#### [What is needed]
From the material below, pull each line containing the string "graph".
[Data under study Boundary: Start]
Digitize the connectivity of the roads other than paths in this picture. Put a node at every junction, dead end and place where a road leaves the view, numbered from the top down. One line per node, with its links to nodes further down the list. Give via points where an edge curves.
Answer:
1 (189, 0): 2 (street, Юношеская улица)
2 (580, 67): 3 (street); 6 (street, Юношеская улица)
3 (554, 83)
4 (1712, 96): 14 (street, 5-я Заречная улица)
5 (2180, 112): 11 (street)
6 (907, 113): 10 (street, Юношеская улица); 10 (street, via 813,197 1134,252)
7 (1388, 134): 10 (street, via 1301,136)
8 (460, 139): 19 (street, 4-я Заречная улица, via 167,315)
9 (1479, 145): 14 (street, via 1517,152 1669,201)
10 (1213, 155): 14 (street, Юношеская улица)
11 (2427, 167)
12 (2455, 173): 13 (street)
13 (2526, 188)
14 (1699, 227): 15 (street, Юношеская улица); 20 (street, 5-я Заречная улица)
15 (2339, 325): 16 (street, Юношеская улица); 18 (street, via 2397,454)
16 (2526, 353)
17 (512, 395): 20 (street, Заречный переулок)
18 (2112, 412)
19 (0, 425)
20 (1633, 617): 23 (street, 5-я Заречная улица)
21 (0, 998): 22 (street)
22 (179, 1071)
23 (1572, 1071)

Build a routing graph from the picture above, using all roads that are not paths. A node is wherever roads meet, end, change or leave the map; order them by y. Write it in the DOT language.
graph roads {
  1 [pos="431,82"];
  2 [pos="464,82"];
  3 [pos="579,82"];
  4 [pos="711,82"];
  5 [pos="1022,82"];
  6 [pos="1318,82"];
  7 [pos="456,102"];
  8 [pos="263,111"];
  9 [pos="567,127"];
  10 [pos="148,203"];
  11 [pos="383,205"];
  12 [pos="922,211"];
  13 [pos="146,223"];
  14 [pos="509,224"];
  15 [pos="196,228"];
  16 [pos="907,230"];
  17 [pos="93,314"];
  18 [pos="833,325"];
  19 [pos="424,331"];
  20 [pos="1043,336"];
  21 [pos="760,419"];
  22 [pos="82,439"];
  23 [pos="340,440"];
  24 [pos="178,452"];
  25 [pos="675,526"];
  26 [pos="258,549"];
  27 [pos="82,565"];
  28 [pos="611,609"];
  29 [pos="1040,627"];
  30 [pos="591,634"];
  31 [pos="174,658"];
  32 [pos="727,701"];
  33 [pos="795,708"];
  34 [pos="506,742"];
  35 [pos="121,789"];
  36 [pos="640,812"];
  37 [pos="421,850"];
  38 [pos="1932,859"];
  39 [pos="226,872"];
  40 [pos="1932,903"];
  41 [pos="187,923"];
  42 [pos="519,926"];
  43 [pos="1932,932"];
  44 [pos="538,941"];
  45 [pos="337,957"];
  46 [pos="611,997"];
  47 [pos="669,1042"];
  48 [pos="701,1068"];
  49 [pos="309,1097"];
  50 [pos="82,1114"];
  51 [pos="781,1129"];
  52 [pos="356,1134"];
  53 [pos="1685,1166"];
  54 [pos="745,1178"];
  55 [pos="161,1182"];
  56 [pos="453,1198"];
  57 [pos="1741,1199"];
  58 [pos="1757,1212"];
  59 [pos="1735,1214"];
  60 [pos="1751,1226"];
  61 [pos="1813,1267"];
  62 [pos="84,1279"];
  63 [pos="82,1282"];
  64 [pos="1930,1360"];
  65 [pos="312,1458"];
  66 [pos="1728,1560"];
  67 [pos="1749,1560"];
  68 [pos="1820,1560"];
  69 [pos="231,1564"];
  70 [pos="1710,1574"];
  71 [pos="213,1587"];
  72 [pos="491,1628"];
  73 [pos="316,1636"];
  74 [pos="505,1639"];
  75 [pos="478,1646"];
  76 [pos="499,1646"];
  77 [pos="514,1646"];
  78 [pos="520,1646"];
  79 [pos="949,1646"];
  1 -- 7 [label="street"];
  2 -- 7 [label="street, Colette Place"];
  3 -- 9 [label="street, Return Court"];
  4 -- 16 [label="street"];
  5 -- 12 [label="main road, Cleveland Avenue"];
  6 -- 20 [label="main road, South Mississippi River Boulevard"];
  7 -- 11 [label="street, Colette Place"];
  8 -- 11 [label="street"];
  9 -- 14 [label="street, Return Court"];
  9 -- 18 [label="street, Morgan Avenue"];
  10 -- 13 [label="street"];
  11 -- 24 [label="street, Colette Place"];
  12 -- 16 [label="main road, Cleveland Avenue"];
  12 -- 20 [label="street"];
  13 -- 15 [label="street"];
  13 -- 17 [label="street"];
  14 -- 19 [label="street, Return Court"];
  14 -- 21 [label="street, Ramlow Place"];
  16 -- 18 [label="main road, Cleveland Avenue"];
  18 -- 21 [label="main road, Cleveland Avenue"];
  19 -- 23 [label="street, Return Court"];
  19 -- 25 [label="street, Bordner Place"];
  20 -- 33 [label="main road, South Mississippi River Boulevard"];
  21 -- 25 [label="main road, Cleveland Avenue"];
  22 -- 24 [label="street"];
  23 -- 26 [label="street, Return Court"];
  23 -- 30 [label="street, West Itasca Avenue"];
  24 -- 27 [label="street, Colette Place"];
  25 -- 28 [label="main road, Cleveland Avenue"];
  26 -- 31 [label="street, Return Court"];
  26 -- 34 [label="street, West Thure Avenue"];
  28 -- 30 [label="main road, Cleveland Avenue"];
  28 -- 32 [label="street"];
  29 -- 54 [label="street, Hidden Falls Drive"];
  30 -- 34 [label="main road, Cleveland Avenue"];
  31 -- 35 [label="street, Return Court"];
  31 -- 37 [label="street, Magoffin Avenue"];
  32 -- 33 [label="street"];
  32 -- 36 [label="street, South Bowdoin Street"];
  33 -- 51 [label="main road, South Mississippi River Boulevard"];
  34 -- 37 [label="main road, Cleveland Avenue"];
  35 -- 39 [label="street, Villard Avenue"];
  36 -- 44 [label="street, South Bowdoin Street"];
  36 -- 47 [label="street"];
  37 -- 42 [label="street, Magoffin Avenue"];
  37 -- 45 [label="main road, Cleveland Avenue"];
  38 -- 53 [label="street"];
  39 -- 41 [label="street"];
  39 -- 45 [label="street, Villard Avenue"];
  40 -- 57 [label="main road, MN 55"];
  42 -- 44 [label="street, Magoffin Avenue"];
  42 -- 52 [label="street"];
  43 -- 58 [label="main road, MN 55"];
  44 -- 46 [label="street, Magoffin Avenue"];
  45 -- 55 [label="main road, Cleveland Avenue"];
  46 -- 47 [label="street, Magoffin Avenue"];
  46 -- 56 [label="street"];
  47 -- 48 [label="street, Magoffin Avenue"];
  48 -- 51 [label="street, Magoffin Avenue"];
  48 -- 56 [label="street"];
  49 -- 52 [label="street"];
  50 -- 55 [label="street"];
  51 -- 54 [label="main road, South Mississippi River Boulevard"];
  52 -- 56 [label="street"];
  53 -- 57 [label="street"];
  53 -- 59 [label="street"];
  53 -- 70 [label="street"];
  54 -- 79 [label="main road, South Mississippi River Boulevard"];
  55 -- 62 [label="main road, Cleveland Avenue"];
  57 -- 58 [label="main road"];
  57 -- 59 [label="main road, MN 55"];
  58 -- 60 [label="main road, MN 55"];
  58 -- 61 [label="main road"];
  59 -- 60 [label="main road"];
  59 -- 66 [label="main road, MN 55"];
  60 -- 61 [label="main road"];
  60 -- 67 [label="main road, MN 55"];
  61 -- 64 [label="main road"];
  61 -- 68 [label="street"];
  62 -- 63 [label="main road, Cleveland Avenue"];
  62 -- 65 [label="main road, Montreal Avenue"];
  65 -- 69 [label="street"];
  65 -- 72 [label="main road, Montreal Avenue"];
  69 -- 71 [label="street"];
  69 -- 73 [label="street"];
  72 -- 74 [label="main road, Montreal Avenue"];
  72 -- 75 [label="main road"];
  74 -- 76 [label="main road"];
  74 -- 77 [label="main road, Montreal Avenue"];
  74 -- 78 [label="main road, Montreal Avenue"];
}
[Data under study Boundary: End]
#### [The answer]
Build a routing graph from the picture above, using all roads that are not paths. A node is wherever roads meet, end, change or leave the map; order them by y. Write it in the DOT language.
graph roads {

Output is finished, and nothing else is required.